We parted ways an hour later, and I left realizing that the evening had not gone well. For good measure, the next day I sent an email offering to take her hiking or some other activity. It was my hope that maybe something a little more active would loosen the tension, but her reply read simply:

You're a really nice guy, but not the one for me.

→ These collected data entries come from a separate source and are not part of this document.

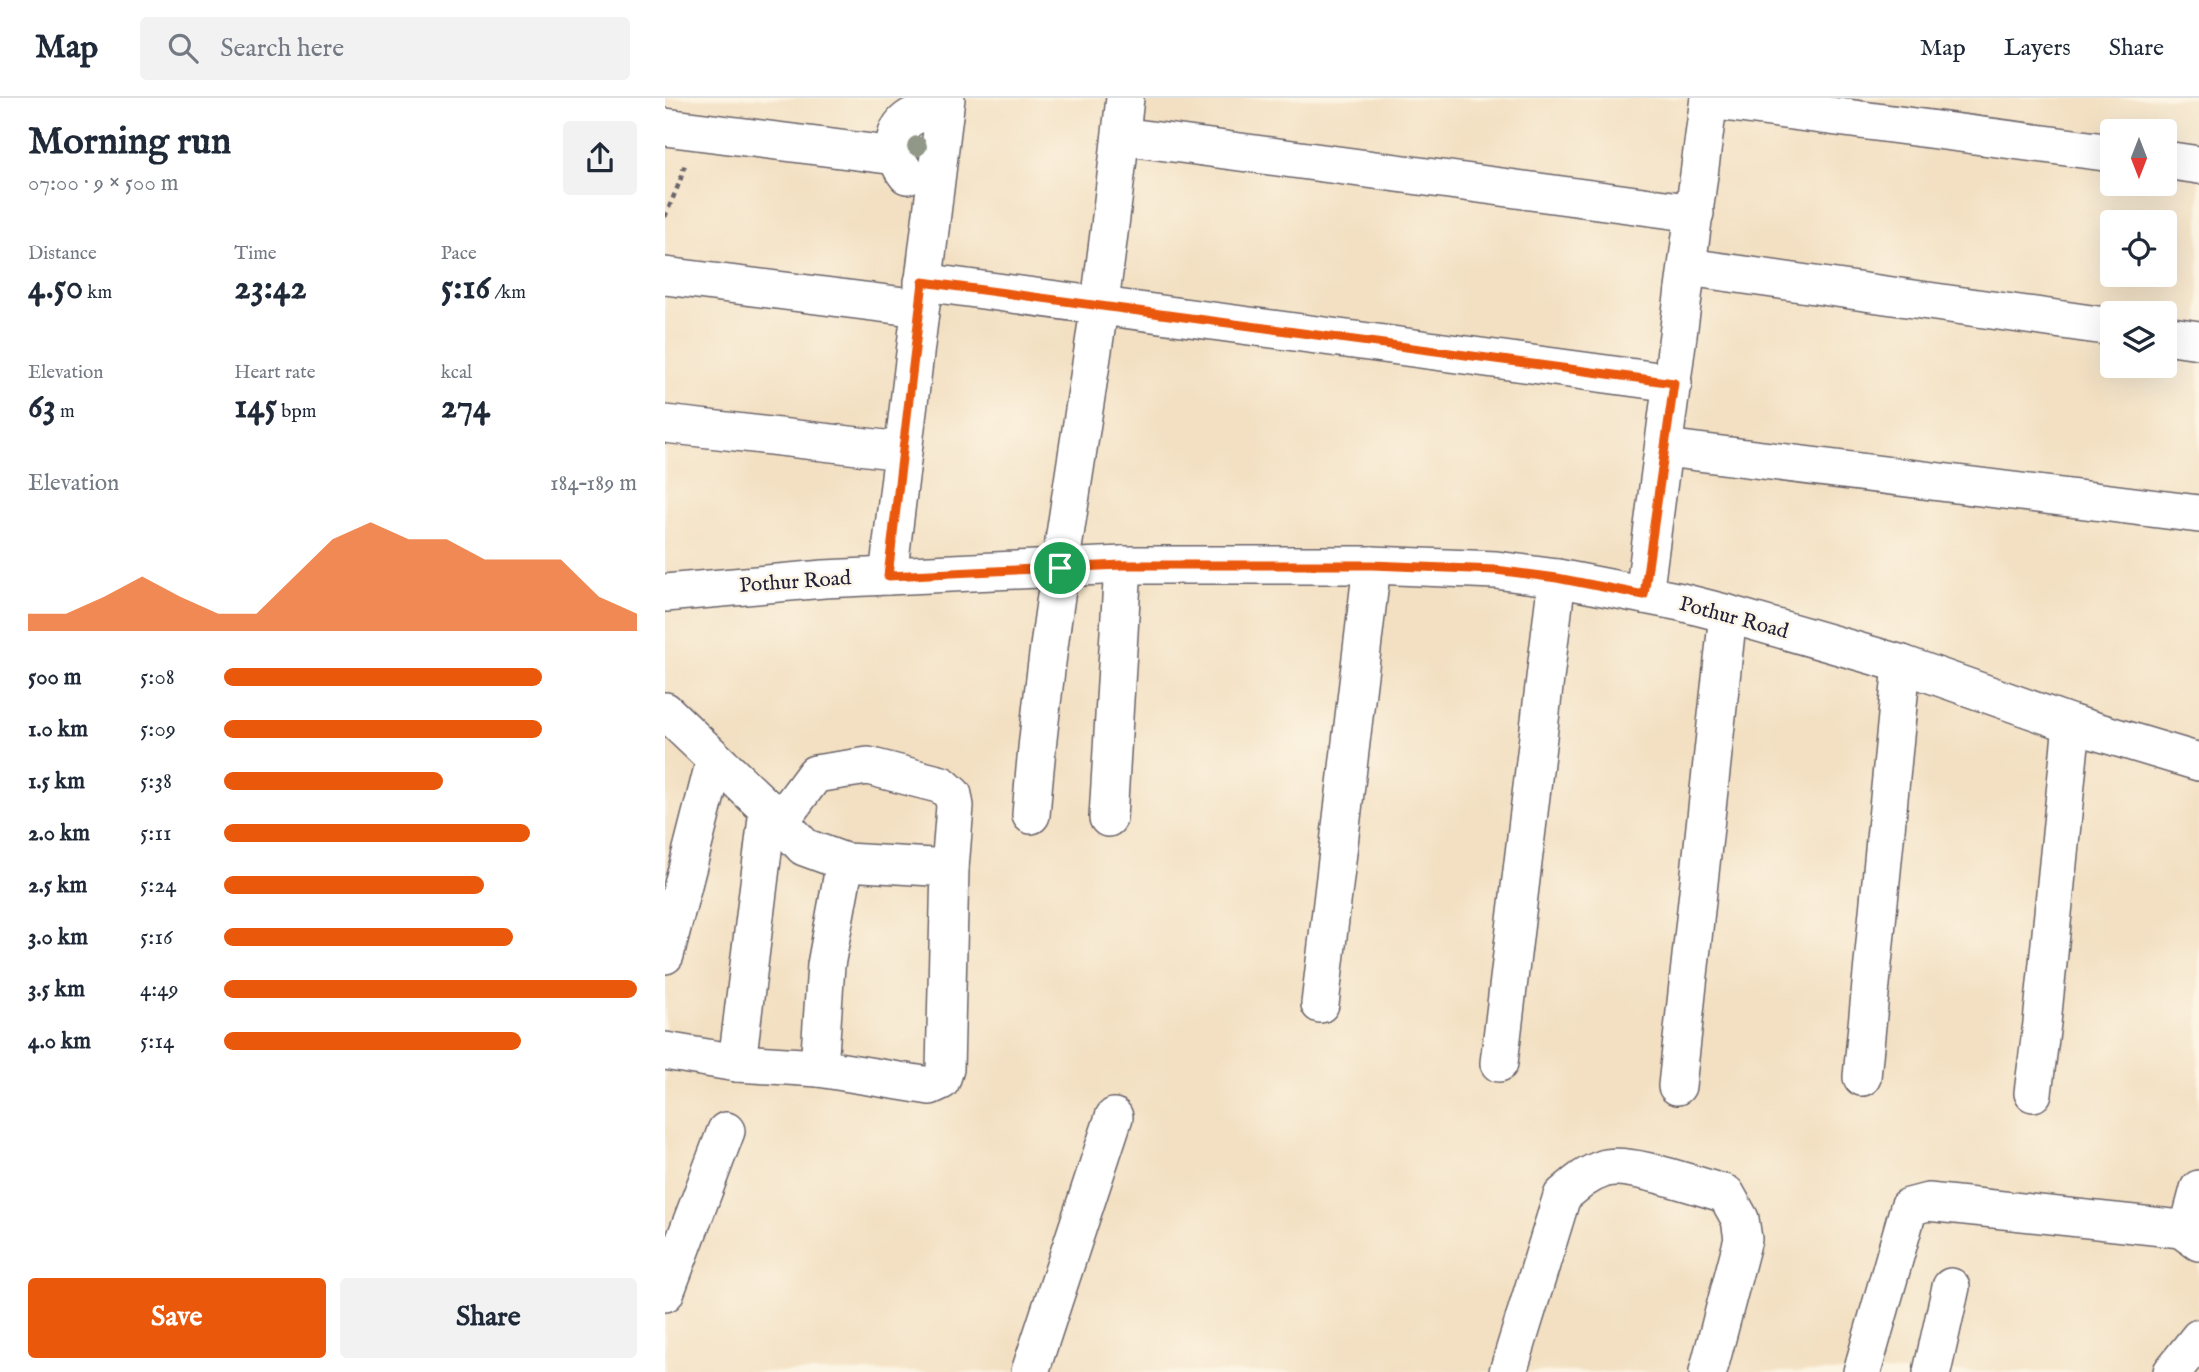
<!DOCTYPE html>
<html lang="en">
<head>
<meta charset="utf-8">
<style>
  :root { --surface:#fff; --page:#f2f2f3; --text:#1f2937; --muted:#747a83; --line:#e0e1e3; --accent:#ea580c }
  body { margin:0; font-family:"IM FELL English",serif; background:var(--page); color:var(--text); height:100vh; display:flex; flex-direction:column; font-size:26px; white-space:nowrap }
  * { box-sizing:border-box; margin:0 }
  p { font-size:23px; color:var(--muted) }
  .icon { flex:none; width:38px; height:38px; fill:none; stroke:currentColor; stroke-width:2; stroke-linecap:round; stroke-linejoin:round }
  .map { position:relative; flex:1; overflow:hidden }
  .details { display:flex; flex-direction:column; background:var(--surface); width:665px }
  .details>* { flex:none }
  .needle { width:46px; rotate:180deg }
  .fabs { position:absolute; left:1435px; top:21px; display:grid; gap:14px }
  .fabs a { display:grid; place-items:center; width:77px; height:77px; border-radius:7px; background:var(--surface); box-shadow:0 7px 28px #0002; font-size:35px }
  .pin { position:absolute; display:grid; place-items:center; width:60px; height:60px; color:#fff; margin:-30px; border:4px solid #fff; border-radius:50%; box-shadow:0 2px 7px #0007 }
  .round { display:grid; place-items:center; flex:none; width:74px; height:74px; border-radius:7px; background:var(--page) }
  .summary { display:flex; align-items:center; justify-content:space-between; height:119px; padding:0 28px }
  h1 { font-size:38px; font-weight:800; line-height:52px }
  .figures { display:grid; grid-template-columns:repeat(3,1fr); gap:10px; height:119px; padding:7px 28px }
  .figures div { display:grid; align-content:center }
  .figures b { font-size:35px; font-weight:800 }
  .figures small { font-size:19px; font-weight:400 }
  .figures p { font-size:19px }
  .chart { height:196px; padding:14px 28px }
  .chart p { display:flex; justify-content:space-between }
  .chart svg { width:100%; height:126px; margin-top:7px; fill:var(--accent); opacity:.7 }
  .primary-button { display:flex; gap:14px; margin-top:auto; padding:14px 28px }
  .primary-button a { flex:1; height:80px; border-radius:7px; background:var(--accent); color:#fff; font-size:28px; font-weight:800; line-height:80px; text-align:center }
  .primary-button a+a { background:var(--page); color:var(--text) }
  ul { padding:0 28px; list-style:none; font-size:23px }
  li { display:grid; grid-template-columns:112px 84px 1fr; align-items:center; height:52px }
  li i { height:18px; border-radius:9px; background:var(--accent) }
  header { display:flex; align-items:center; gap:42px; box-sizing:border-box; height:98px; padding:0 35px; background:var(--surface); border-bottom:2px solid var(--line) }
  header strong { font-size:33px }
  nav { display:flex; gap:38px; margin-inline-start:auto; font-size:24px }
  .search { width:490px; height:63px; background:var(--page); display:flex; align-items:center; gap:18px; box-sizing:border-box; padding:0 24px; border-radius:7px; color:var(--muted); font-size:26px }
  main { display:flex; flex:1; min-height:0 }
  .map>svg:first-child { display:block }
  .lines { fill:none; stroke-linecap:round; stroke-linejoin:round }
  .minor-casing { stroke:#6b646a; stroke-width:40 }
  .path { stroke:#6b646a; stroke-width:4.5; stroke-dasharray:5 5; stroke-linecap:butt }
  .minor { stroke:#fff; stroke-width:37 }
  .tree { fill:#929887 }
  .route-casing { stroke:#fff; stroke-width:14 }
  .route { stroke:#ea580c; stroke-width:9 }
  .labels { text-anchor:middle; stroke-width:5; stroke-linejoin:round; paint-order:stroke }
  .street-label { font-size:21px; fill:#22223b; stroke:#fcf5e5 }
</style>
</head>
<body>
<header>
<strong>Map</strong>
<div class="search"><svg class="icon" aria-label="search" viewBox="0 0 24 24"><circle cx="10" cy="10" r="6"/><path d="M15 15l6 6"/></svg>Search here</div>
<nav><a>Map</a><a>Layers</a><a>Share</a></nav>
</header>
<main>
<section class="details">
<div class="summary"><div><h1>Morning run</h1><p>07:00 · 9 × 500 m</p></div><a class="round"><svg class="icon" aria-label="share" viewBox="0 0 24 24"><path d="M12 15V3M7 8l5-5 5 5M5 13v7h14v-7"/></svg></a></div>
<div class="figures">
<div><p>Distance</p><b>4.50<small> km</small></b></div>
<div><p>Time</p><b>23:42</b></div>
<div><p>Pace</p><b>5:16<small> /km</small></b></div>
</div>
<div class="figures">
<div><p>Elevation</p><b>63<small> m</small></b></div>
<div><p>Heart rate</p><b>145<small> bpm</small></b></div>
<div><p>kcal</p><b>274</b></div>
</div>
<div class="chart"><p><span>Elevation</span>184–189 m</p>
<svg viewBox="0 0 160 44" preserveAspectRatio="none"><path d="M0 44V38L10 38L20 32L30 25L40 32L50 38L60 38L70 25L80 12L90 6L100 12L110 12L120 19L130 19L140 19L150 32L160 38V44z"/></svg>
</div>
<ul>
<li><b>500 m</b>5:08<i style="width:77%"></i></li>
<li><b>1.0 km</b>5:09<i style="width:77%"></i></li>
<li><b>1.5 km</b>5:38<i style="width:53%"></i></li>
<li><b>2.0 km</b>5:11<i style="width:74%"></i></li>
<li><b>2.5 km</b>5:24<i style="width:63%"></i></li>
<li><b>3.0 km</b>5:16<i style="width:70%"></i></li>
<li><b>3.5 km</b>4:49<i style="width:100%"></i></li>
<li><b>4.0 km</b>5:14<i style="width:72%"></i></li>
</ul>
<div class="primary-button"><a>Save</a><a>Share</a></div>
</section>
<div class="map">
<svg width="1534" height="1274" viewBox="0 0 1534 1274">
  <rect width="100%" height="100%" fill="#fcf5e5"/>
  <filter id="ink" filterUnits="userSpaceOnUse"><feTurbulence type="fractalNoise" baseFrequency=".0143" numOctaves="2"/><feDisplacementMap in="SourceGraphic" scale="14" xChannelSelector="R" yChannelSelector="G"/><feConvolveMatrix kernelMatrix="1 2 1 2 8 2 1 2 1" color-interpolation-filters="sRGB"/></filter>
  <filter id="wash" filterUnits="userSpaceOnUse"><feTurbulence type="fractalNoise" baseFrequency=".00686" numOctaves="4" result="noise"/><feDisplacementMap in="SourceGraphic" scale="28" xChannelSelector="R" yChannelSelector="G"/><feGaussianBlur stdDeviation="1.57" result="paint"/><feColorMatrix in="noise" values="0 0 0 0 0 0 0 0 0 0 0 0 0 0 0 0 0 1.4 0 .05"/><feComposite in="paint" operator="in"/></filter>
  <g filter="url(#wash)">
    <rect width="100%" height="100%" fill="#f3e0c2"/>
  </g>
  <g filter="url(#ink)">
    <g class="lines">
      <defs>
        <g id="minor">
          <polyline points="1044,2 1447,55"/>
          <polyline points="0,29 231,58"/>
          <polyline points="456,38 1030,115"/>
          <polyline points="1500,62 1534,67"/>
          <path d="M242,77C226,58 224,28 251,17C259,14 270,16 279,16"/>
          <polyline points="1023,169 1447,229"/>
          <polyline points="0,178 255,210"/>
          <polyline points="258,184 1008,285"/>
          <polyline points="1500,237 1534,242"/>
          <polyline points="0,326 237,353"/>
          <polyline points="1000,350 1534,416"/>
          <polyline points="223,478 281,0"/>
          <polyline points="0,495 159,481 458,467 707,467 831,472 892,480 1016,504 1063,516 1237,566 1407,626 1534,664"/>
          <polyline points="979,497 1044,0"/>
          <polyline points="0,613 115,723 139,749 180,764 285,770 290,708 288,697 277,687 203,668 150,676 115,723"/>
          <path d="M366,717C379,548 410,380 434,211C444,141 452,70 460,0"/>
          <polyline points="443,720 458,467"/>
          <polyline points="0,857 50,662"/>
          <polyline points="655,906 707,467"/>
          <polyline points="0,953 72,965 154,970 161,867 180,764"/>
          <polyline points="72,965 103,712"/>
          <polyline points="834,965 892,480"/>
          <polyline points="154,970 265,988 276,983 280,971 285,770"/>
          <polyline points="1197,979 1237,566"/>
          <polyline points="1012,988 1063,516"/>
          <polyline points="1368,995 1377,925 1407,626"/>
          <polyline points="1516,1131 1526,1121 1534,1091"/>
          <polyline points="0,1195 61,1033"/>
          <polyline points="365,1274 449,1019"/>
          <path d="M843,1274L897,1098C910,1087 922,1076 938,1071C962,1062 1034,1089 1061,1096L1075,1121L1078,1141L1043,1274"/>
          <polyline points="1197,1274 1244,1109 1263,1104 1516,1131 1534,1144"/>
          <polyline points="1267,1274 1286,1189"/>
          <polyline points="1507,1274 1534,1240"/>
        </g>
      </defs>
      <use href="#minor" class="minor-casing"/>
      <polyline class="path" points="0,119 15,83 21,63"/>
      <use href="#minor" class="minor"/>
    </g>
    <circle class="tree" cx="252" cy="48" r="10"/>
  </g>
  <g class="lines" filter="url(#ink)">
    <defs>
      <polygon id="route" points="258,184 1009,285 979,497 892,480 831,472 707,467 457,467 223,478"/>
    </defs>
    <use href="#route" class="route-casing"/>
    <use href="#route" class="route"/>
  </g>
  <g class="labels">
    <g class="street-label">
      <text transform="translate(130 483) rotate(-4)" y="7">Pothur Road</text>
      <text transform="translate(1069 519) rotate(15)" y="7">Pothur Road</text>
    </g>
  </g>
</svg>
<div class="fabs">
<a><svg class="needle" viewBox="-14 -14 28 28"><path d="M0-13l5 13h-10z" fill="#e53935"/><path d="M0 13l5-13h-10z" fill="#747a83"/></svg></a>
<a><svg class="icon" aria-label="locate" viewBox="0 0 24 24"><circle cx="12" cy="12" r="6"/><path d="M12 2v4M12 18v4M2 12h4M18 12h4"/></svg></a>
<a><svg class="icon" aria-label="layers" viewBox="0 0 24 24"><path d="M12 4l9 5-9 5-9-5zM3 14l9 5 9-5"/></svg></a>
</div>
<div class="pin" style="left:395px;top:470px;background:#1e9e55"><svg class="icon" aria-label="arrive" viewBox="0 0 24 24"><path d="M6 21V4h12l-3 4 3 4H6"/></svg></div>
</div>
</main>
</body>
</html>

I had been stood up and shut down by the same girl.

Monday, January 12, 2009

Nerd Word(s): The No-No

The No-No
- noun

1. A denial or shutdown

[ Origin: While I'm sure the saying is common in sports vernacular, it was brought to my lexicon by Erik]

- usage
1. "Manu Ginobili went up for the shot, but Amare gave him the no-no and knocked it 6 rows in to the crowd."
2. "I finally beat Bowser on world 4-4, but instead of the princess, all I got was the no-no"

- disambiguation
Not to be confused with the no-no naughty-spot.

Thursday, January 01, 2009

Postpartum: Part 1

So, I decided to try something a little different.  

"I have one of your old stories from high school" my good friend Laura said to me a few months back.  

My what?

"It's something called the Gumshoe Detective.  It's funny"

Oh, that.

I had all but forgotten.  I had written a few comical type short stories in school and given them to my friends.  I couldn't bring myself to read it now.  I can't imagine what 15 year old Jesse thought was amusing.  In retrospect, it was probably more mature and well written than what 31 year old Jesse writes.

Three years ago I wrote a long and drawn out email to a friend about my mom introducing me to a girl who turned out to be a lesbian.  I thought the story was sort of amusing so I posted it where some friends could read, and then to my myspace account.

At the time I was badgering two of my best friends(Rose and Adam) to each start a blog.  I find them both extremely amusing, and writing just wasn't my thing.  When they wouldn't get on board, I finally decided to do it myself.

Two and a half years later I've got 169 entries in a blog that's changed a lot, but at the same time stayed mostly the same.  Over the years I've come a long way in my writing ability, but I'm still a long ways from anything resembling "presentable".

When I think about it, it all goes back to that cheesy story I wrote half a lifetime ago.  Mostly real, with a bit of a drama.  Too much inner monologue.  Too many bad similes.  Lots and lots of bad jokes.

After having written out a story about my mom and my umbrella, I decided it needed a little "something more" and decided to go back to my roots.  Surprisingly, that relatively short entry became three bloated entries with very little content.  In a way it seemed fitting.  

Part 2 also had the worst joke I think I've ever written.  Bonus points to those who found it.

Thanks to everyone who's stuck with me over the year(s).  Hopefully I'll think of something exciting to write about soon.

In the meantime I recommend you check out the following blogs from people who are far more talented than I am -
1.  Low Life Bastard - Larry hasn't written in a while, but if you haven't read through the archives, you're really missing out.  Stop by and tell him to get his ass back on the blog.

2.  Extensive Vamping - The "day to day" blog from Stefi, the writer of Bores and Whores.  She has a dryness and sarcasm that often leaves me questioning which part of the joke is funny, and which part of the joke is actually on me.

3.  Chicago Jo - One of my latest blog crushes.  Despite evidence to the contrary, I'm convinced that Jo is a 45 year old bald fat man wearing a cheeto stained wife beater surfing the Internet and up to no good.